▶ INPUT RECORDS
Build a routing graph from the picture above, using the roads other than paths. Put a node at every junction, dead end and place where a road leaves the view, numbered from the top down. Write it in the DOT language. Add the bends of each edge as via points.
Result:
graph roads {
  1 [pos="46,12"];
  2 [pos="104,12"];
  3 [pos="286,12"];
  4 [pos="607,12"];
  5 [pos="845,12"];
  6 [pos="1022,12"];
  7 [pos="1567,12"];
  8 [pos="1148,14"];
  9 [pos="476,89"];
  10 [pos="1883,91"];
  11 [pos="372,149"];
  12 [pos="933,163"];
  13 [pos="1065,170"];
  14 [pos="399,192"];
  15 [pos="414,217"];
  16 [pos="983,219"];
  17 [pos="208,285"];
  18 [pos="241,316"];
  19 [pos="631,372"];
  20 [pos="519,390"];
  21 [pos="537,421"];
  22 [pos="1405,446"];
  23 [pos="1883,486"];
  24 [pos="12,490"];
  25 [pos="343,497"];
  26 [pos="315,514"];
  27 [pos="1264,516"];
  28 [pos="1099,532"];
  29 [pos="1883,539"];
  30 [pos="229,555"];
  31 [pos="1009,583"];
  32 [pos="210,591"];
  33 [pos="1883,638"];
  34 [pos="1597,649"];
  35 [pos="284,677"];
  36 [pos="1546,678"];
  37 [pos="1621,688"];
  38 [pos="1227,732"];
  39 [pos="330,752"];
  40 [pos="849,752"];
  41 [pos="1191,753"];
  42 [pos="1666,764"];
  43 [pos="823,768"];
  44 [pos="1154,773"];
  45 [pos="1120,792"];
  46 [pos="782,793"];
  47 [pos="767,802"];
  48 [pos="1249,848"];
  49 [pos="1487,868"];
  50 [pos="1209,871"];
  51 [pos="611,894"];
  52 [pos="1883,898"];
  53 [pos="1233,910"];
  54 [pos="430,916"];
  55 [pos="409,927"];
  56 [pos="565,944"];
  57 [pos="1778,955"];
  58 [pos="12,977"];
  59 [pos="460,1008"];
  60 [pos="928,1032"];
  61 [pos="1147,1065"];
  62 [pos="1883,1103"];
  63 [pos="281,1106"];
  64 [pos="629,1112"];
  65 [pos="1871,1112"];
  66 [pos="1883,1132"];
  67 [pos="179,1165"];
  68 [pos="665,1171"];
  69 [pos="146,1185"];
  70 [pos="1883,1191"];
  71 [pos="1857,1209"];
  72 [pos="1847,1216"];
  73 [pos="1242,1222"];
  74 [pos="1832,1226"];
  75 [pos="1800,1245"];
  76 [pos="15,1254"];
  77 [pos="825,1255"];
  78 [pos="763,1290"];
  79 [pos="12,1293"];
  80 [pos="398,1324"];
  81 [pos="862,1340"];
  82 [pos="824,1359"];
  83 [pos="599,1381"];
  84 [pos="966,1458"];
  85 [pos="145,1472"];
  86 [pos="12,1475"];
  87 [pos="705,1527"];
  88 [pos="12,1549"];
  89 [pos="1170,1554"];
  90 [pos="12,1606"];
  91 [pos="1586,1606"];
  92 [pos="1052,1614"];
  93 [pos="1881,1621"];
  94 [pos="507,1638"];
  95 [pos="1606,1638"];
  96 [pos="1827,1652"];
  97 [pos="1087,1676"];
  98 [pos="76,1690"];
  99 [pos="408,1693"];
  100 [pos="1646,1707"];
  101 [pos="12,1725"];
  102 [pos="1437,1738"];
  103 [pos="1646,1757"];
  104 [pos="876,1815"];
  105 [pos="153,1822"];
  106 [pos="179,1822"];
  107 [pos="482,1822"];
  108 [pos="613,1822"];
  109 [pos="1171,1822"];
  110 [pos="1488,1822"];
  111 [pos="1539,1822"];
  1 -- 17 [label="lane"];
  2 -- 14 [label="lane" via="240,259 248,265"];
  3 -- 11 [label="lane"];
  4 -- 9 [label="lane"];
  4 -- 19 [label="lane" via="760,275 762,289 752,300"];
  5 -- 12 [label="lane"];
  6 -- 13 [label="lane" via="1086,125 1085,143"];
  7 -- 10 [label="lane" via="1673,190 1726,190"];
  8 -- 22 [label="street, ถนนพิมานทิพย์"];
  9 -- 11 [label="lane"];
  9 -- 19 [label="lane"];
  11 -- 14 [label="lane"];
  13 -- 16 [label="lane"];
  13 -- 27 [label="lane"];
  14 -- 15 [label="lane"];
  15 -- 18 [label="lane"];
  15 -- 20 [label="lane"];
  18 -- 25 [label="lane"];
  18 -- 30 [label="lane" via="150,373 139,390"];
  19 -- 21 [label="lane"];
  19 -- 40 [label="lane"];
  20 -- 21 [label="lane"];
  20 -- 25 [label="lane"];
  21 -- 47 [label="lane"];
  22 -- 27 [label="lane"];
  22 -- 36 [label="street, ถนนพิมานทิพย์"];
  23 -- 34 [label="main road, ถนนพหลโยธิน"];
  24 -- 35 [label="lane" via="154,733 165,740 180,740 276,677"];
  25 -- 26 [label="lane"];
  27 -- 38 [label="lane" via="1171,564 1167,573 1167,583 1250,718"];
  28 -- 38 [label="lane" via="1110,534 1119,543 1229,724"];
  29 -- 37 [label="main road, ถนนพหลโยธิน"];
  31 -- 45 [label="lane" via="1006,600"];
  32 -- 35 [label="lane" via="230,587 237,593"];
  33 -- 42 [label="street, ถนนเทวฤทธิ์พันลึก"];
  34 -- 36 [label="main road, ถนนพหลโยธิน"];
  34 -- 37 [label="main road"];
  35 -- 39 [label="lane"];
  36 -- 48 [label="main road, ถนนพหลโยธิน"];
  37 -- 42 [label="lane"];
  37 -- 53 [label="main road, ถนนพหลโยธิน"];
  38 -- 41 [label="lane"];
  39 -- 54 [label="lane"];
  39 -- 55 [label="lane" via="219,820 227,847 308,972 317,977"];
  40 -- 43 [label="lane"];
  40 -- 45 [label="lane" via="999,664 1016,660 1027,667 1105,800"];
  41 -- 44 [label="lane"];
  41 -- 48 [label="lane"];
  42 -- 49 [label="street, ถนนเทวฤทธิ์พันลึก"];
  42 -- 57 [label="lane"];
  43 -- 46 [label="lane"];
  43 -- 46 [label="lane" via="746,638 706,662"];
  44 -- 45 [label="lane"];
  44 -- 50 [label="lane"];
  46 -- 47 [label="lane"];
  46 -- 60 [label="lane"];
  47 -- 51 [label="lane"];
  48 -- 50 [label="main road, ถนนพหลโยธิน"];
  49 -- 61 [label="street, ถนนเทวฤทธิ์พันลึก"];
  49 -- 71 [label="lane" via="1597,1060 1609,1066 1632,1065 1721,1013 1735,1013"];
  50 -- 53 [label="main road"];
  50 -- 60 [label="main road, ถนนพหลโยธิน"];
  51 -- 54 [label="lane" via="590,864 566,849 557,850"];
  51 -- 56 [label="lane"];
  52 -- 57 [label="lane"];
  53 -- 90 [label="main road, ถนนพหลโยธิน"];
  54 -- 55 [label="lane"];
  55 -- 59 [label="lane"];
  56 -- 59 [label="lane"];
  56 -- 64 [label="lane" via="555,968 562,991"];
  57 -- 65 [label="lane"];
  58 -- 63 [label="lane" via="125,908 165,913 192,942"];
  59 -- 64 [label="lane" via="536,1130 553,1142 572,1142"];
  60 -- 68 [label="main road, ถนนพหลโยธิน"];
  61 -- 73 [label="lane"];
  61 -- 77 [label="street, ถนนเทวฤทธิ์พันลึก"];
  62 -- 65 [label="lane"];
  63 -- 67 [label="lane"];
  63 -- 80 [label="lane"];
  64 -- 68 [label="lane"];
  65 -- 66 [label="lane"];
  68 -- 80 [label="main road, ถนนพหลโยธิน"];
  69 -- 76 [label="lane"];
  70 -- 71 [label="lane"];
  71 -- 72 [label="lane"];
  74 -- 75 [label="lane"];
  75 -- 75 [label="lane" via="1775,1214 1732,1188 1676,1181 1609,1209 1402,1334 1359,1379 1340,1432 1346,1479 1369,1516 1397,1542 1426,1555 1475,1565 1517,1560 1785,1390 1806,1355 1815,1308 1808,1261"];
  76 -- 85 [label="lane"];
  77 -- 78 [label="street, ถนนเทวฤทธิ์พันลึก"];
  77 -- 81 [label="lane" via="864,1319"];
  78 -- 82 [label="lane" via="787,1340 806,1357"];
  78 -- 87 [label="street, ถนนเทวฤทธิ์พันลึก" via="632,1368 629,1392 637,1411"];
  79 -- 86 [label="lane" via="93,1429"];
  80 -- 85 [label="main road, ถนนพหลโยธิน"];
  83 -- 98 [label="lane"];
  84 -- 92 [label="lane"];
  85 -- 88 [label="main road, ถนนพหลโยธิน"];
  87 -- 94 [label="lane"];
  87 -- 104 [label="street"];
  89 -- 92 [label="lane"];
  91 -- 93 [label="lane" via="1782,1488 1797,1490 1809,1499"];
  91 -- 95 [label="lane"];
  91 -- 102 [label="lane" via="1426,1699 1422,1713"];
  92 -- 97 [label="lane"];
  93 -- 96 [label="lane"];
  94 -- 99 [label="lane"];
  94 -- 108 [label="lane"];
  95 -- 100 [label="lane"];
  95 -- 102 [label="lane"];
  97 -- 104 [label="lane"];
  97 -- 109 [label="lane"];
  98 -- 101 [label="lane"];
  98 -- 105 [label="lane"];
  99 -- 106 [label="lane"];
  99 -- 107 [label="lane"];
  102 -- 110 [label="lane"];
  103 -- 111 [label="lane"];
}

▶ TASK DESCRIPTION
Copy from the entries above each line in which the string "roads" can be found.

▶ ANSWER BELOW
Build a routing graph from the picture above, using the roads other than paths. Put a node at every junction, dead end and place where a road leaves the view, numbered from the top down. Write it in the DOT language. Add the bends of each edge as via points.
graph roads {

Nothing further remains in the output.